The meeting with Monday went great. I met Ed Vidal, the partner who seemed to be interested in us. I learned later that these big Manhattan firms only took on pro bono clients if one of their partners was interested. Ed and Hughes Hubbard represented us for five years. They helped us get our first charter.
As we struggled to get over the last hurdle, State Education Department approval, the bureaucrats were bombarding us with what sounded to me like legal obstacles. I wondered if we would ever get a charter.
“Don’t worry,” Ed told me. “State Ed doesn’t want to get into a pissing contest with us. We have a lot more lawyers than they do. We’ll drown them in paper.”
We got the charter. Although I had worried that pro bono clients might get the service they were paying for, Ed and his team, everyone at Hughes Hubbard, always treated us like Fortune 500. Ed always called me back the same day, often after 7 PM from the train on his way home to Westchester.
When I called him on a Friday about something we needed urgently, Arinze Ike, the young attorney who was the associate Ed had assigned to our case, called me back that afternoon. “Is it ok if I get it to you Monday?”
“Of course. Have a great weekend.” If I had said I needed it sooner, Arinze would have worked over the weekend.
We had been working with Ed for a couple of years when, finding myself in lower Manhattan with some time to spare, I just dropped by the Hughes Hubbard offices, wonderfully located for me just a block from the Staten Island ferry. I had never done anything like this before. “Any chance Ed Vidal is available?” Surprise. He was.
We were sitting in his office — I think Arinze had joined us — “shooting the breeze” like I was hanging with members of our school team around my desk. I don’t know how the question of school replication came up.

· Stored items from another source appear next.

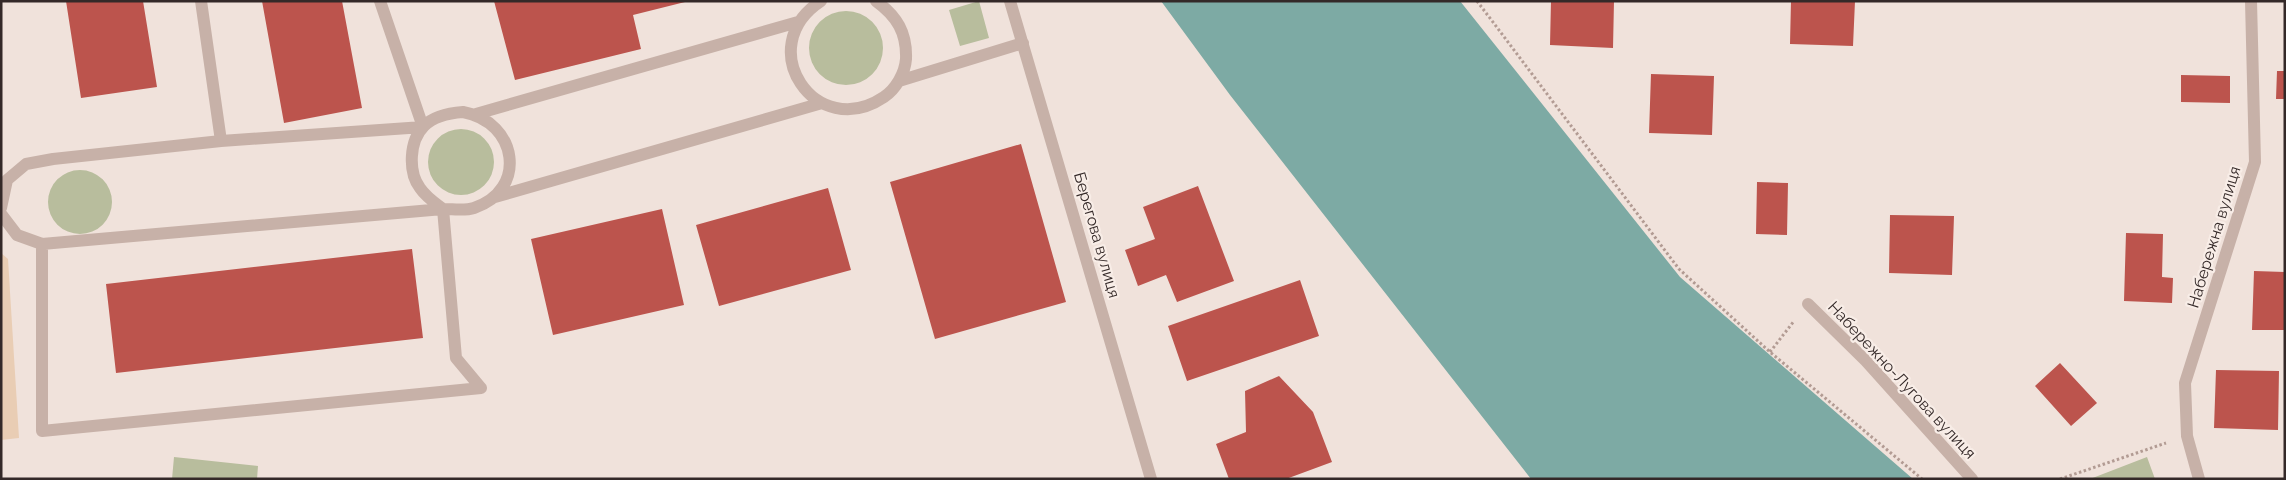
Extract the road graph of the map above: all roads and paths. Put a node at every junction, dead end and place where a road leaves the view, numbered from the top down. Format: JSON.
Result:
{"nodes":[{"id":1,"x":200,"y":1,"type":"edge"},
{"id":2,"x":380,"y":1,"type":"edge"},
{"id":3,"x":821,"y":1,"type":"edge"},
{"id":4,"x":876,"y":1,"type":"edge"},
{"id":5,"x":1010,"y":1,"type":"edge"},
{"id":6,"x":1477,"y":1,"type":"edge"},
{"id":7,"x":2251,"y":1,"type":"edge"},
{"id":8,"x":798,"y":22,"type":"junction"},
{"id":9,"x":1023,"y":43,"type":"junction"},
{"id":10,"x":899,"y":81,"type":"junction"},
{"id":11,"x":822,"y":103,"type":"junction"},
{"id":12,"x":476,"y":114,"type":"junction"},
{"id":13,"x":423,"y":127,"type":"junction"},
{"id":14,"x":221,"y":141,"type":"junction"},
{"id":15,"x":494,"y":197,"type":"junction"},
{"id":16,"x":1,"y":208,"type":"edge"},
{"id":17,"x":443,"y":209,"type":"junction"},
{"id":18,"x":1,"y":214,"type":"edge"},
{"id":19,"x":42,"y":244,"type":"junction"},
{"id":20,"x":1808,"y":304,"type":"joint"},
{"id":21,"x":1770,"y":352,"type":"junction"},
{"id":22,"x":2187,"y":436,"type":"junction"},
{"id":23,"x":1152,"y":479,"type":"edge"},
{"id":24,"x":1922,"y":479,"type":"edge"},
{"id":25,"x":1972,"y":479,"type":"edge"},
{"id":26,"x":2060,"y":479,"type":"edge"},
{"id":27,"x":2199,"y":479,"type":"edge"}],
"edges":[{"from":1,"to":14,"type":"street"},
{"from":2,"to":13,"type":"street"},
{"from":3,"to":8,"type":"street"},
{"from":4,"to":10,"type":"street"},
{"from":5,"to":9,"type":"street","name":"Берегова вулиця"},
{"from":6,"to":21,"type":"path"},
{"from":7,"to":22,"type":"street","name":"Набережна вулиця"},
{"from":8,"to":11,"type":"street"},
{"from":8,"to":12,"type":"street"},
{"from":9,"to":10,"type":"street"},
{"from":9,"to":23,"type":"street","name":"Берегова вулиця"},
{"from":10,"to":11,"type":"street"},
{"from":11,"to":15,"type":"street"},
{"from":12,"to":13,"type":"street"},
{"from":12,"to":15,"type":"street"},
{"from":13,"to":14,"type":"street"},
{"from":13,"to":17,"type":"street"},
{"from":14,"to":16,"type":"street"},
{"from":15,"to":17,"type":"street"},
{"from":17,"to":19,"type":"street"},
{"from":17,"to":19,"type":"street"},
{"from":18,"to":19,"type":"street"},
{"from":20,"to":21,"type":"path"},
{"from":20,"to":25,"type":"street","name":"Набережно-Лугова вулиця"},
{"from":21,"to":24,"type":"path"},
{"from":22,"to":26,"type":"path"},
{"from":22,"to":27,"type":"street","name":"Набережна вулиця"}]}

I told Ed, “People have been encouraging us to replicate since before we opened Lavelle. "There should be a Lavelle Prep in every borough.’” I was flattered but had no interest in spending my days in a car between boroughs.
“You ought to build the charter sector on Staten Island. A bigger charter school presence on the Island will give you more clout and more cover with the local pols.”
Serendipitous advice or the hand of God. Ed had opened a possibility which we had never considered, which had never occurred to me. Relieved of my imagined travel burden, we began work on a replication proposal. We called it Lavelle Prep North. That’s the way all networks seemed to grow in the charter sector. You opened one school, and then you cookie-cuttered it.
Instead of additional schools in Brooklyn, the Bronx or Manhattan, we would open our second school just across the Island.
Staten Island is a public transportation nightmare. Another school in another location would make our integrated college prep program available to more kids.
Except our application was rejected. Lavelle Prep had not had enough time to show that it was replication worthy. A setback or divine guidance?
We pivoted. Instead of a replication of Lavelle, we would propose an entirely different school model. We considered alternatives before going with a proposal for a transfer high school. The second charter was easier to get than the first. The third was easier than the second. The fourth was the easiest of all. All schools shared a common vision, college preparation while integrating students living with emotional challenges and other disorders. Each with a unique design. We were creating a range of choices for Staten island parents, and we were piloting four quite different new school designs.
I want to say it was “a brilliant solution.” We didn’t figure it out. We were led to this solution. Was it luck? Was it the hand of God?
We were wandering aimlessly, not without intention. We wanted to level the playing field for students living with emotional challenges, but we weren’t following a map. We allowed ourselves to be guided, and in this instance, as in so many others, the Universe took us to a wonderful place.
[1] J.R.R. Tolkien, The Fellowship of the Ring.